Para los investigadores eran únicamente mitos.  Sin embargo, había una circunstancia  que parecía coincidir con las creencias populares: todos las muertes habían ocurrido en altas horas nocturnas y precisamente, en noches de luna llena.

Cuando los crímenes llegaron al sexto, algunas familias comenzaron a abandonar la aldea en medio de un terrible hermetismo. Pocos informaban ya a las autoridades. La mayoría de los hombres prohibían a las mujeres y niños permanecer fuera de las casas.

Los esfuerzos se redoblaron al máximo. El asesino tenía un comportamiento adicional, todas las víctimas eran niños varones, nunca una niña. Todos destrozados, mordidos del cuello, devorados.

Después de tres meses de terror, una mujer fue atrapada, semidesnuda, huyendo por el bosque en dirección del antiguo convento del Carmelo.

En los establos de Crisanto González, el cuerpo ya sin vida, del séptimo niño desaparecido unas horas antes, era claro en apuntar hacia la enloquecida mujer, que bramaba como una fiera, sucia, maloliente y aún con abundantes señales de sangre en la boca y el cuerpo. Fue una proeza capturarla con vida. El pueblo entero clamaba por vapulearla. Fue esposada y conducida al fuerte San Antonio.

A la mañana siguiente, el Teniente Gómez no pudiendo soportar más la presión, convocó al juez y al Canónigo Belloso, representante del obispo más próximo, para realizar la formalidad. Nadie la conocía. Nadie pudo dar paradero de ella. Pero todo era claro. Fue ahorcada, acusada de los espeluznantes asesinatos por parte de la autoridad civil, y declarada bruja por sentencia eclesiástica. La iglesia insistía en dejar expuesto su cadáver, en el bosque, negándole la sepultura, sin embargo, ya no eran los tiempos de la inquisición, corría  la mitad del siglo XIX, y pese, al poder del clero, esto era ya inconcebible. En consecuencia,  la autoridad civil, enterró su cadáver ese mismo mediodía.

Por la tarde, después de la siesta de las tres, Gómez fue despertado por Godínez, su colaborador más cercano.

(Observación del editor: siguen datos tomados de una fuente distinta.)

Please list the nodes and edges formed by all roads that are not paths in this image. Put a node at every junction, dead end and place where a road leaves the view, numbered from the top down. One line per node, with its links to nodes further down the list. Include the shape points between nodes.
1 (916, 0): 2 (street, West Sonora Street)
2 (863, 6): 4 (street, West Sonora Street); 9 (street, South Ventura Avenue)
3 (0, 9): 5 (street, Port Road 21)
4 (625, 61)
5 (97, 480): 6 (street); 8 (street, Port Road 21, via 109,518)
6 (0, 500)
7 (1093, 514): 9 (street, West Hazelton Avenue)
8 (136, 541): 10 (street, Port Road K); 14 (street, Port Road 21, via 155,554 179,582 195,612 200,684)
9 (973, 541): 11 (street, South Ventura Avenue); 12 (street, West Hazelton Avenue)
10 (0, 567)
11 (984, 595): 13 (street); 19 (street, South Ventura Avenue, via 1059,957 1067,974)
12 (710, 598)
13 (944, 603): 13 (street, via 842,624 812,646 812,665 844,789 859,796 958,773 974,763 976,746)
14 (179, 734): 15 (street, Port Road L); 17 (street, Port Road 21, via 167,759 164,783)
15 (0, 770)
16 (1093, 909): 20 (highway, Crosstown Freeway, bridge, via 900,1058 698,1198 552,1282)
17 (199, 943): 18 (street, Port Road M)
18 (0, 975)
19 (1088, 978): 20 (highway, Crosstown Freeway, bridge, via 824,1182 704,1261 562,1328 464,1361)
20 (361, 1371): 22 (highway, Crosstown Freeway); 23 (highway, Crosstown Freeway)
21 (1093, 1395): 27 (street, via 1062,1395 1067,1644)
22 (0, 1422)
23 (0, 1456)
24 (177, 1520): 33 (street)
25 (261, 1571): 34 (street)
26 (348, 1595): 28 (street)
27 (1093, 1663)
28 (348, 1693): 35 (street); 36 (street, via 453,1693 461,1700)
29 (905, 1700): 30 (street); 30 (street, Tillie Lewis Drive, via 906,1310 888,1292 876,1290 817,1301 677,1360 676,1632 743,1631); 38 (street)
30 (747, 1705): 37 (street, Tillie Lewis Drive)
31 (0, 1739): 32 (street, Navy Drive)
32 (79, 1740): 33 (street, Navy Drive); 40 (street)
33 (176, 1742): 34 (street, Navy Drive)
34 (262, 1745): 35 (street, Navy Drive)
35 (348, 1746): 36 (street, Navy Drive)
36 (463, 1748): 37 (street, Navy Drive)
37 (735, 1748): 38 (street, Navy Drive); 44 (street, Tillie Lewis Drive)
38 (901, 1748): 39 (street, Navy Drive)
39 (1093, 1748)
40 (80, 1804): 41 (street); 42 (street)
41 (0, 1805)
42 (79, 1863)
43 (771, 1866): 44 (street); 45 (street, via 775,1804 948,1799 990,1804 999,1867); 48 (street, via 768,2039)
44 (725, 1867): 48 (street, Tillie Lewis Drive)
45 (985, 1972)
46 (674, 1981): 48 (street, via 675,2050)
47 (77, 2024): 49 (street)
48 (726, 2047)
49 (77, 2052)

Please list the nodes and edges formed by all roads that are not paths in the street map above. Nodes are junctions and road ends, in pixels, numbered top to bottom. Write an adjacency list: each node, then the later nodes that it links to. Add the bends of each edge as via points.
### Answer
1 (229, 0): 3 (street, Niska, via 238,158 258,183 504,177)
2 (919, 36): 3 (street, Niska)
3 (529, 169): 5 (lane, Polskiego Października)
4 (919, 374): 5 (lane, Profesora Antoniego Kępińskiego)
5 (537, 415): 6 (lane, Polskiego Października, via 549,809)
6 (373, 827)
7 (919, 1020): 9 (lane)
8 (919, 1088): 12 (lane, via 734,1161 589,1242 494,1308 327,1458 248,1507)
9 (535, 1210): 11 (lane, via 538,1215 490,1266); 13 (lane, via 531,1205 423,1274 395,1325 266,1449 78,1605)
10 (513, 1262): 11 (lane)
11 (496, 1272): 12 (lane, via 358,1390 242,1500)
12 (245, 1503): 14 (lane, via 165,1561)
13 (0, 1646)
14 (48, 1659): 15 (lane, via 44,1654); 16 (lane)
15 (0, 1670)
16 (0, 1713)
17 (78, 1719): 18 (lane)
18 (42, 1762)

Sor Salvadora de la Cruz, Priora del Convento del Carmelo, solicitaba una audiencia. Gómez la hizo pasar reverenciando su rango y dignidad. La religiosa tomó asiento, saludo cortésmente, y dijo que iría directo al asunto, al tiempo que depositaba tres balas de plata sobre la palma nerviosa de Gómez. Dijo que la ahorcada era la Condesa María Auxiliadora de Urbino, una joven italiana, perteneciente a la alta nobleza, quien no podría descansar en paz, si antes no recibía, los tres santos disparos, directos a su corazón. Que las balas de plata procedían de un finísimo crucifijo que fue fundido a tal efecto, por su padre, quien la confió al convento, tratando de evitar su fatal destino, pero que previó todo.  Sor Salvadora, aseguró que en los últimos meses, había sido imposible contenerla, ya que, posesa del demonio, en noches de luna llena, no hubo puerta ni cerradura que se le resistiera.
La priora no dijo más. Se levantó. Inclinó el rostro en señal de despedida, y abandonó serenamente la estancia. El teniente Gómez, depositó las balas sobre su escritorio y llevándose la mano derecha al revólver, recordó, vívidamente, las siete estampas de sangre.
Afuera, el viento atravesaba los pinos, proclamando, la maravilla de la Creación.